If the links work right, you should be able to click through on any of the pictures to see the full gallery.
Let me know what you think.

Saturday, January 2, 2010

Our New Year Awaits (And a Bit of Music Sees the Light)

I hope everyone had a happy Christmas, and a safe and festive New Year's. 2009 will certainly be written into the history books as a year of worldwide tumult and instability. I suspect that many of you had years like mine - full of as many downs as ups. I'm not the type to trot all my confessions out for public viewing, so I won't go into too many details. Suffice it to say, I would venture a guess that we're pretty much all in the same boat.

It's with a mixture of hope and anxiety that I look forward to 2010. Just a few days in, and nothing seems different; but I still look into the future with the same upward gaze that we use to watch the sun rise.

I started this blog just about a year ago, and at the time I was focused on getting my manuscript published. I submitted it, and it was rejected, and I was okay with that. It needed work. It hasn't gotten enough of it. The past several months have been a desert of creativity, as far as the novel went. I fell victim to a crippling bout of selective writer's block, one that seemed only to affect the Heroes... manuscript. After several chapters, which were read and reviewed here - and by my friends in the North County Writers of Speculative Fiction - I came to a screeching halt.

I call that a serious down.

However, during that time I've written several things - some pieces, some openings, a few chapters, and two short stories. I posted both "A Chilling Wind" and "Melbourn's Storm" here, and submitted both to my writer's group. The response for both was quite positive, though both are vastly different (and Melbourn is one of the protagonists from Heroes...). Following advice from some of my writerly friends, I decided to submit both of them to L. Ron Hubbard's "Writers of the Future" contest.

"A Chilling Wind" went in just before the end-of-December deadline for the quarter. I plan to submit "Melbourn's Storm" during the next quarter. Receiving positive feedback for both from the readers and writers who visit here...I call that a serious up.

With that, I have to digress a moment and describe one of the absolute high points of my year. In October, I received a message from one of my Twitter friends. He said he had read "A Chilling Wind" and was motivated to do some work of his own - because of that story. Early in November, I received an email from the same gentleman which contained a piece of music.

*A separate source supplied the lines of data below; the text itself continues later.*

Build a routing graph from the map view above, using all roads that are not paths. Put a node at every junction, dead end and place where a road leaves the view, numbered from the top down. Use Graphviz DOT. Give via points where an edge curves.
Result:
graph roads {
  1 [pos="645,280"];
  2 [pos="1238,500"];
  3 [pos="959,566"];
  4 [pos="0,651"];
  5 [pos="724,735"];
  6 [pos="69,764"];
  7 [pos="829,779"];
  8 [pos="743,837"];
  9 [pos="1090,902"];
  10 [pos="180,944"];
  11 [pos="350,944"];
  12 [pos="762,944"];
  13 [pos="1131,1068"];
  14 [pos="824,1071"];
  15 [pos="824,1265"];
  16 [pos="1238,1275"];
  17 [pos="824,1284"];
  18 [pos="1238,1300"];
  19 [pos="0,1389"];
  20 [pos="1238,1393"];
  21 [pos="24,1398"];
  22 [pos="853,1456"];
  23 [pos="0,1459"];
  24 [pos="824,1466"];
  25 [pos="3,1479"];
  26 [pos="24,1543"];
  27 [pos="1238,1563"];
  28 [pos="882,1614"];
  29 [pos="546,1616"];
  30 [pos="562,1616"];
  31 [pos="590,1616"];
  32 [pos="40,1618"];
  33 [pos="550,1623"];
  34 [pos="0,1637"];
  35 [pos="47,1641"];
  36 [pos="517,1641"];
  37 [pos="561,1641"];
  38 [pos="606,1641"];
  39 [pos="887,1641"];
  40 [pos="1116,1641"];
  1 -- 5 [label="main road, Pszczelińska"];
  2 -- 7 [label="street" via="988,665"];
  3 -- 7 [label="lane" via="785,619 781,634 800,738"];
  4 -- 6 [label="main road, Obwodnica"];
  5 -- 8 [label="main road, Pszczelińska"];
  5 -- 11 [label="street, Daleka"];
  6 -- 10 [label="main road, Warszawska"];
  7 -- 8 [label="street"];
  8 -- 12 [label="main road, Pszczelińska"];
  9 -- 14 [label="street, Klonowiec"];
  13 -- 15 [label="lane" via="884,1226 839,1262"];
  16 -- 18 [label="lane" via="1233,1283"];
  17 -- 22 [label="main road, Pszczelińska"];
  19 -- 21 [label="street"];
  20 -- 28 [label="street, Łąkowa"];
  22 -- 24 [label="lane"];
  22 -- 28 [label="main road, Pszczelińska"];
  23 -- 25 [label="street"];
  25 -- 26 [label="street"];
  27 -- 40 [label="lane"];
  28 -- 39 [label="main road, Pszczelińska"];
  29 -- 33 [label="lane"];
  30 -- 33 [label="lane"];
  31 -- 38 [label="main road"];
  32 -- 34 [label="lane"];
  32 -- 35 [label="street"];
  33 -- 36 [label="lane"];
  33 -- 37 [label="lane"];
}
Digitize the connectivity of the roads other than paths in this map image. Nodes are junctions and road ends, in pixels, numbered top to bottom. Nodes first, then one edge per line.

The writer - my online friend - is Brian Travers, the monster horn player and one of the founders of reggae giants UB40. Brian and his writing partner, Martin Meredith, composed a major-minor nocturne for my short story - which still hasn't seen publication.

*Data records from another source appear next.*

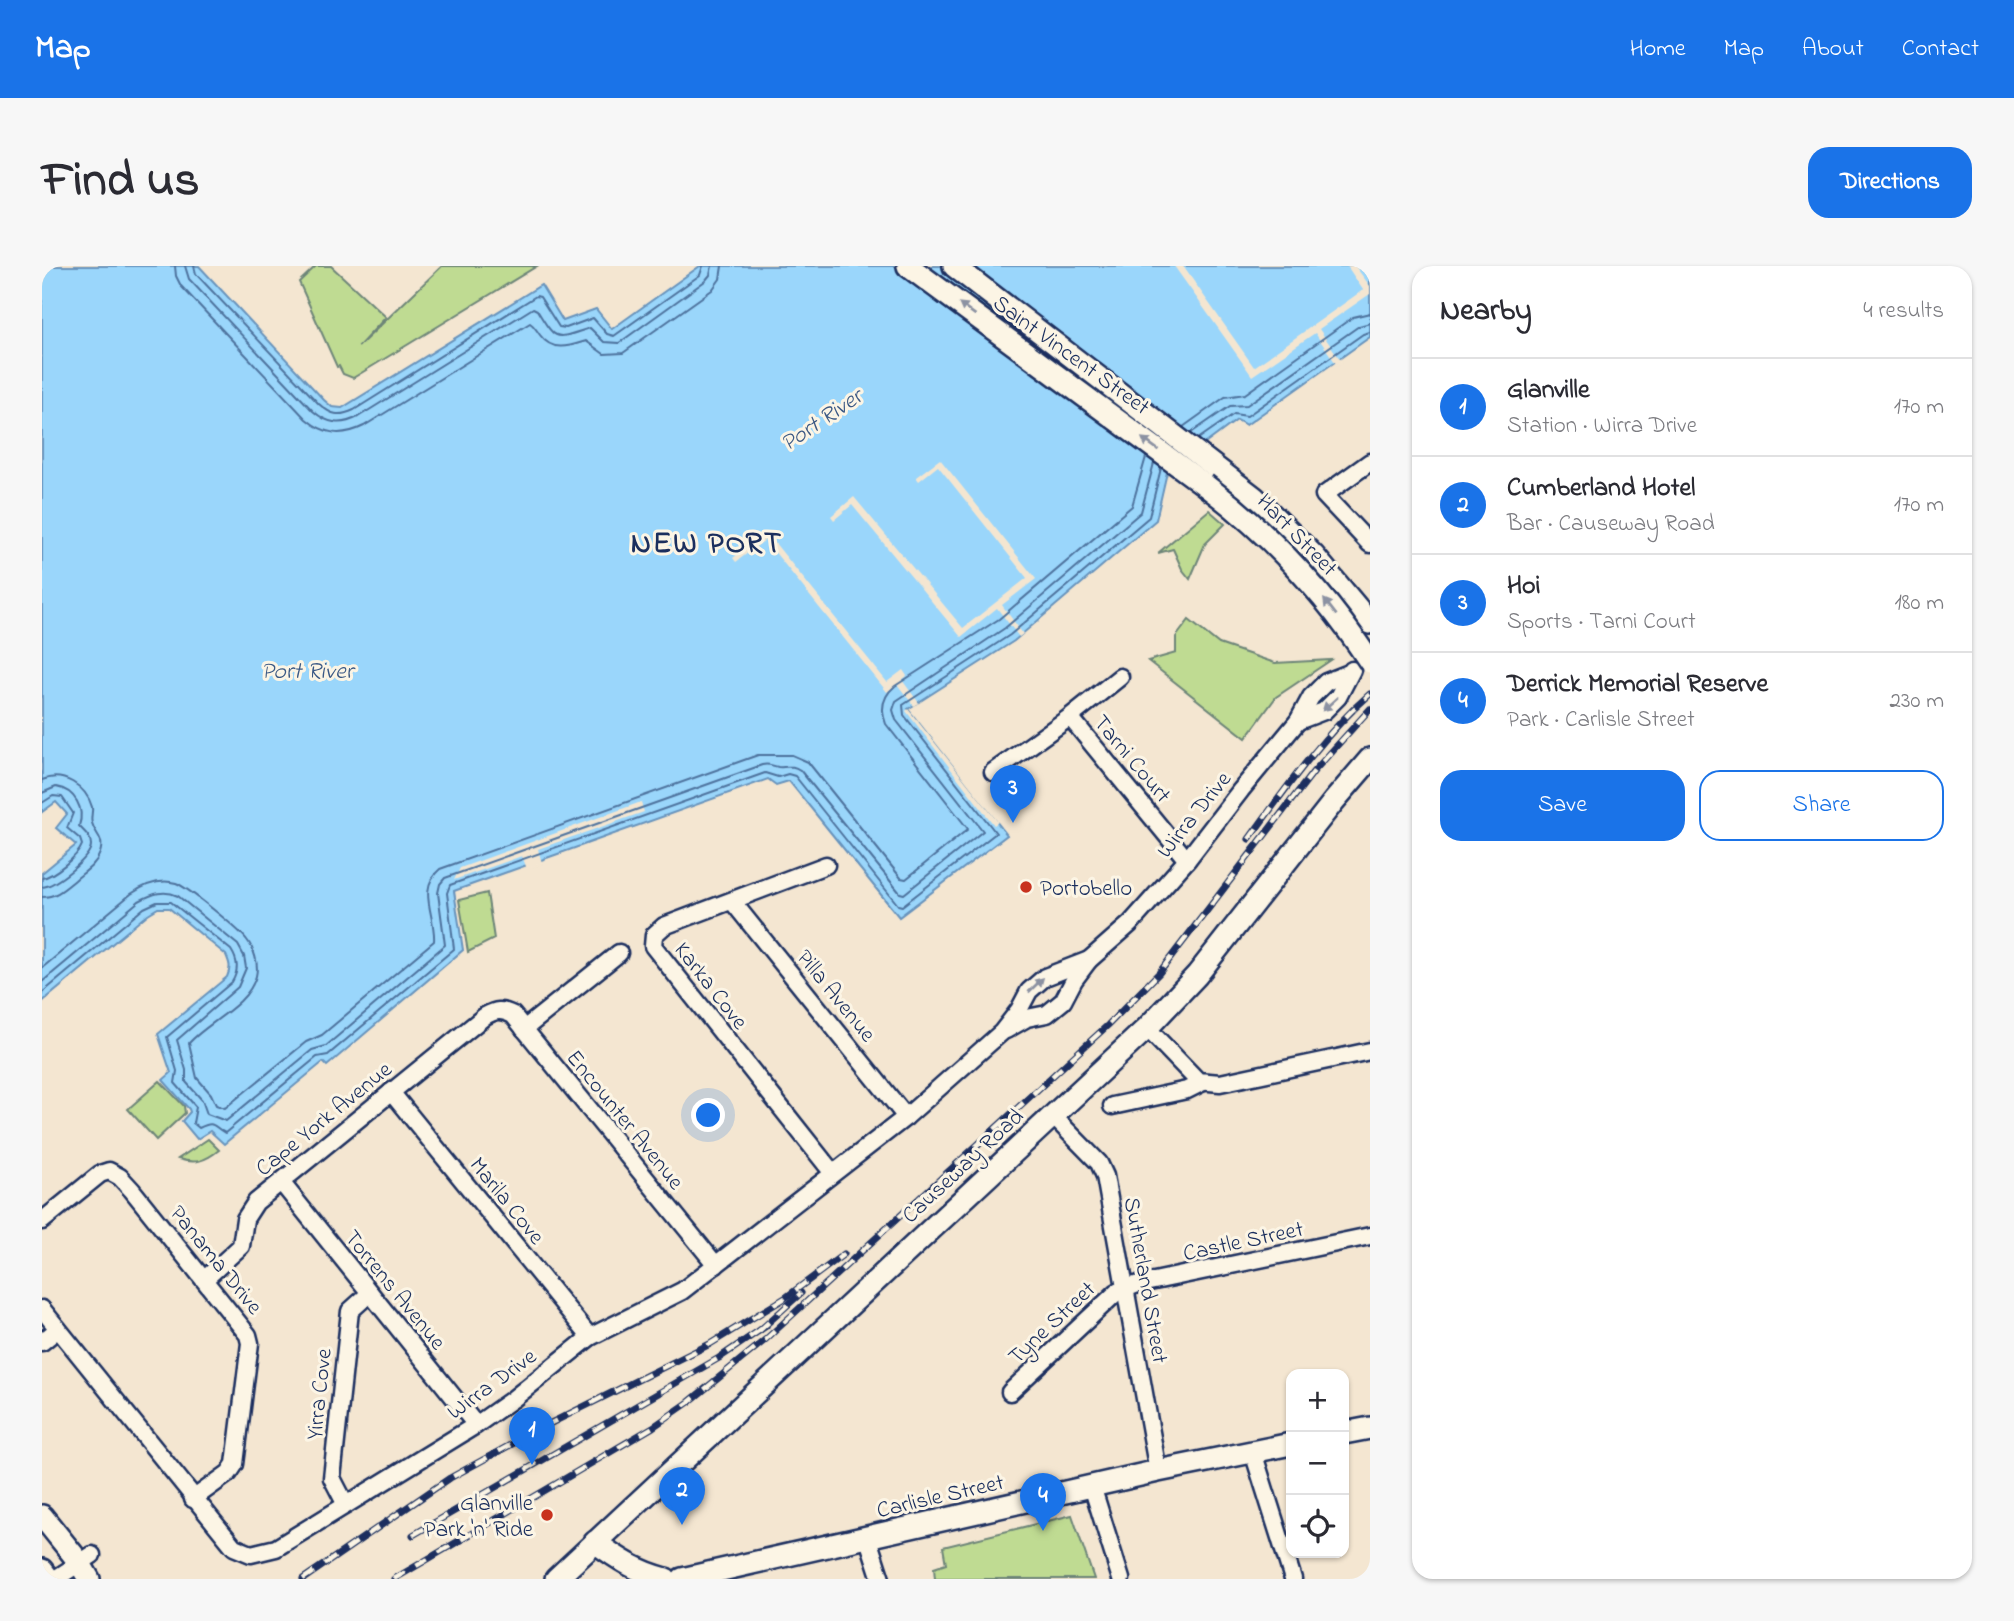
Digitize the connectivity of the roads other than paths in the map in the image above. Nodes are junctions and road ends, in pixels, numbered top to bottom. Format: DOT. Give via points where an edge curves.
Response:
graph roads {
  1 [pos="908,266"];
  2 [pos="954,266"];
  3 [pos="1370,462"];
  4 [pos="1211,476"];
  5 [pos="1370,544"];
  6 [pos="1370,623"];
  7 [pos="1370,654"];
  8 [pos="1370,662"];
  9 [pos="1120,677"];
  10 [pos="1070,717"];
  11 [pos="1367,769"];
  12 [pos="993,772"];
  13 [pos="1187,860"];
  14 [pos="826,865"];
  15 [pos="732,901"];
  16 [pos="620,953"];
  17 [pos="1089,960"];
  18 [pos="496,1010"];
  19 [pos="1147,1028"];
  20 [pos="524,1029"];
  21 [pos="1002,1032"];
  22 [pos="1370,1051"];
  23 [pos="1203,1082"];
  24 [pos="391,1092"];
  25 [pos="1112,1106"];
  26 [pos="1053,1116"];
  27 [pos="906,1117"];
  28 [pos="832,1172"];
  29 [pos="281,1181"];
  30 [pos="42,1221"];
  31 [pos="1370,1236"];
  32 [pos="716,1265"];
  33 [pos="205,1279"];
  34 [pos="1125,1288"];
  35 [pos="370,1293"];
  36 [pos="42,1309"];
  37 [pos="58,1329"];
  38 [pos="590,1337"];
  39 [pos="42,1342"];
  40 [pos="1010,1392"];
  41 [pos="476,1425"];
  42 [pos="1370,1428"];
  43 [pos="1349,1432"];
  44 [pos="1286,1445"];
  45 [pos="1253,1452"];
  46 [pos="1158,1471"];
  47 [pos="1092,1486"];
  48 [pos="194,1499"];
  49 [pos="346,1505"];
  50 [pos="42,1516"];
  51 [pos="868,1539"];
  52 [pos="595,1542"];
  53 [pos="87,1565"];
  54 [pos="42,1570"];
  55 [pos="49,1579"];
  56 [pos="55,1579"];
  57 [pos="556,1579"];
  58 [pos="666,1579"];
  59 [pos="682,1579"];
  60 [pos="881,1579"];
  61 [pos="1121,1579"];
  62 [pos="1293,1579"];
  4 -- 1 [label="main road, Saint Vincent Street, one-way"];
  2 -- 4 [label="main road, Saint Vincent Street"];
  3 -- 5 [label="street" via="1324,495"];
  4 -- 6 [label="main road, Hart Street" via="1254,497 1314,556"];
  8 -- 4 [label="main road, Hart Street, one-way, bridge" via="1300,569"];
  7 -- 13 [label="street, Wirra Drive" via="1349,673 1338,697 1324,711 1298,721"];
  9 -- 10 [label="street, Tarni Court"];
  10 -- 12 [label="street, Tarni Court"];
  10 -- 13 [label="street, Tarni Court"];
  11 -- 19 [label="main road, Causeway Road" via="1197,975"];
  13 -- 17 [label="street, Wirra Drive" via="1130,924"];
  14 -- 15 [label="street, Karka Cove"];
  15 -- 27 [label="street, Pilla Avenue"];
  15 -- 28 [label="street, Karka Cove" via="664,926 654,935 653,946"];
  16 -- 20 [label="street"];
  21 -- 17 [label="street, Wirra Drive, one-way" via="1029,991 1045,977"];
  17 -- 21 [label="street, Wirra Drive" via="1063,1001 1047,1014 1027,1018"];
  18 -- 20 [label="street, Encounter Avenue" via="513,1015"];
  18 -- 24 [label="street, Cape York Avenue"];
  19 -- 23 [label="street"];
  19 -- 26 [label="main road, Causeway Road"];
  20 -- 32 [label="street, Encounter Avenue"];
  21 -- 27 [label="street, Wirra Drive"];
  22 -- 23 [label="street" via="1220,1083"];
  23 -- 25 [label="street" via="1187,1090"];
  24 -- 29 [label="street, Cape York Avenue"];
  24 -- 38 [label="street, Marila Cove"];
  26 -- 34 [label="street, Sutherland Street" via="1102,1168"];
  26 -- 52 [label="main road, Causeway Road"];
  27 -- 28 [label="street, Wirra Drive"];
  28 -- 32 [label="street, Wirra Drive"];
  29 -- 33 [label="street, Cape York Avenue" via="256,1202 245,1219 241,1246"];
  29 -- 35 [label="street, Torrens Avenue"];
  30 -- 33 [label="street, Panama Drive" via="109,1171 132,1190"];
  31 -- 34 [label="street, Castle Street"];
  32 -- 38 [label="street, Wirra Drive" via="682,1291"];
  33 -- 48 [label="street, Panama Drive" via="250,1343 234,1464"];
  34 -- 40 [label="street, Tyne Street"];
  34 -- 46 [label="street, Sutherland Street"];
  35 -- 41 [label="street, Torrens Avenue"];
  35 -- 49 [label="street, Yirra Cove" via="349,1311 331,1478"];
  36 -- 37 [label="street, Wirra Drive"];
  37 -- 39 [label="street"];
  37 -- 48 [label="street, Wirra Drive"];
  38 -- 41 [label="street, Wirra Drive"];
  41 -- 49 [label="street, Wirra Drive"];
  42 -- 43 [label="main road"];
  44 -- 45 [label="main road, Carlisle Street"];
  45 -- 46 [label="main road, Carlisle Street"];
  45 -- 62 [label="street"];
  46 -- 47 [label="main road, Carlisle Street"];
  47 -- 51 [label="main road, Carlisle Street"];
  47 -- 61 [label="street"];
  48 -- 49 [label="street, Wirra Drive" via="234,1547 251,1554 276,1548"];
  50 -- 53 [label="main road"];
  51 -- 59 [label="main road, Carlisle Street"];
  51 -- 60 [label="street"];
  52 -- 57 [label="main road, Causeway Road"];
  52 -- 58 [label="main road" via="629,1566"];
  53 -- 56 [label="street"];
  54 -- 55 [label="main road"];
}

Brian and I have discussed art, writing, and music a few times, and we are both rock-solid believers in "Art for Art's Sake." When he described feeling inspired to write a piece of music for it, I was filled with a surge of ego and a sense of humility at the same time. I've thanked Brian, but I've never known exactly how to demonstrate it.

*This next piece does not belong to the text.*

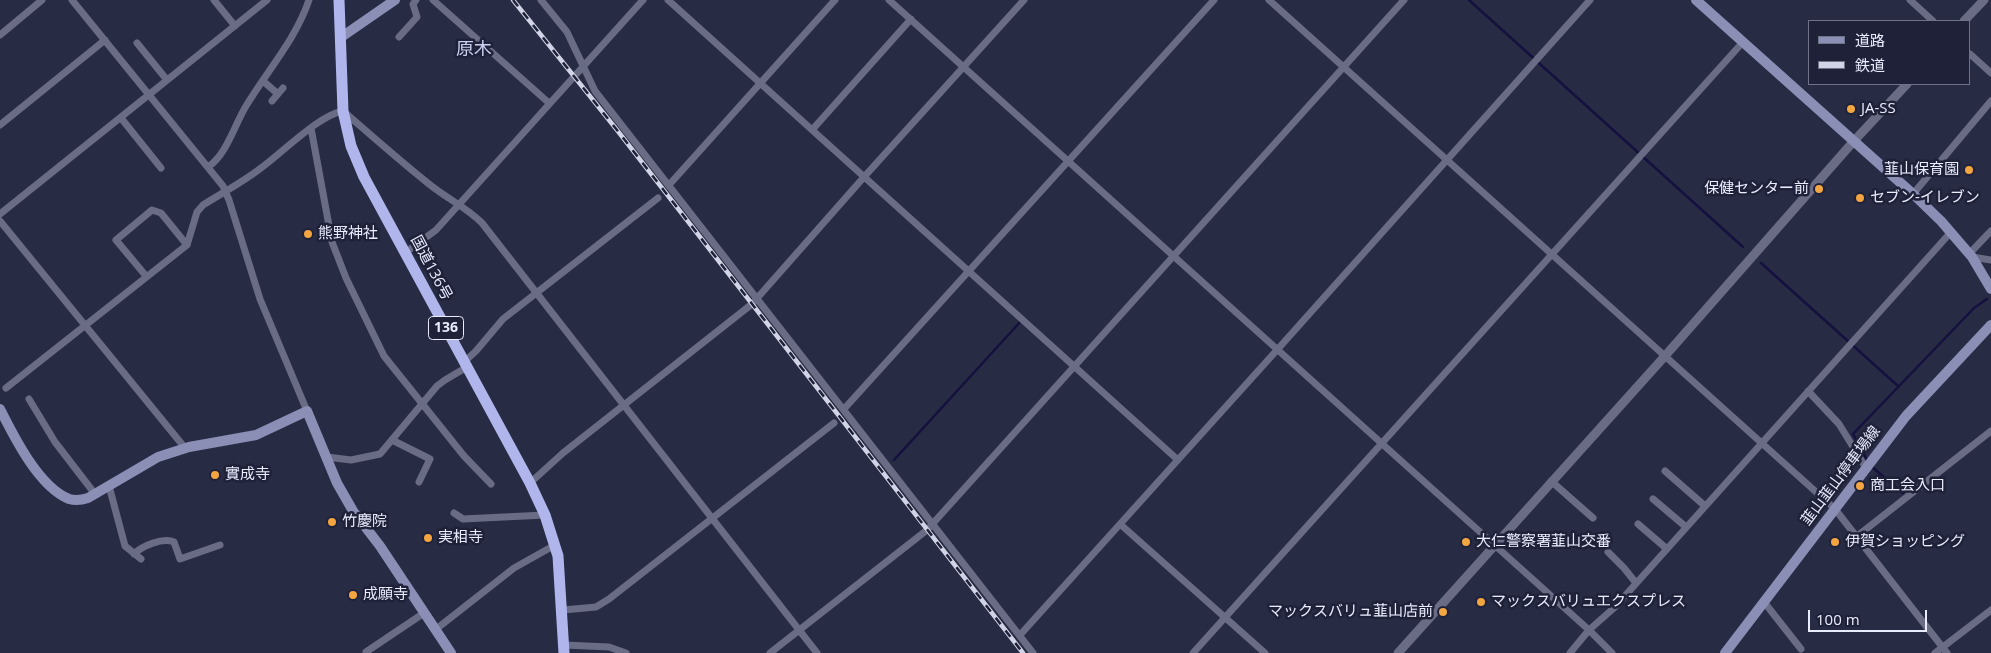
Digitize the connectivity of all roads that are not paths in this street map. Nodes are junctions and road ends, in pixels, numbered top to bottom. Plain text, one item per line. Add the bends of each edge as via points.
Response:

This is it. According to his email, this is a version that would probably be tweaked and edited sometime down the line. It is a nocturne, and reflects the sounds of the sky and the city after the last line is read.

In a year of both ups and downs, this was one of my strongest ups - and now I feel comfortable sharing it with you. Feel free to listen. Music unheard is as big a loss as words unread.

If you're on Twitter and you like it, you should let Brian know; he is @btub40. I suspect he enjoys feedback almost as much as I do.

Thank you, all. Thank you, Brian. Thank you, Martin. I'll let you know how it all turns out. Oh, one last thing: I'm back to rewriting Heroes... again. Just wanted you to know.

If you haven't, read "A Chilling Wind."


To hear "Major Minor Nocturne (A Chilling Wind) by Brian Travers & Martin Meredith, please use the player at the top left of this page. I have tried, tried, and tried some more, but simply can't get any audio player to embed and play in this post. Sorry for the technical difficulties.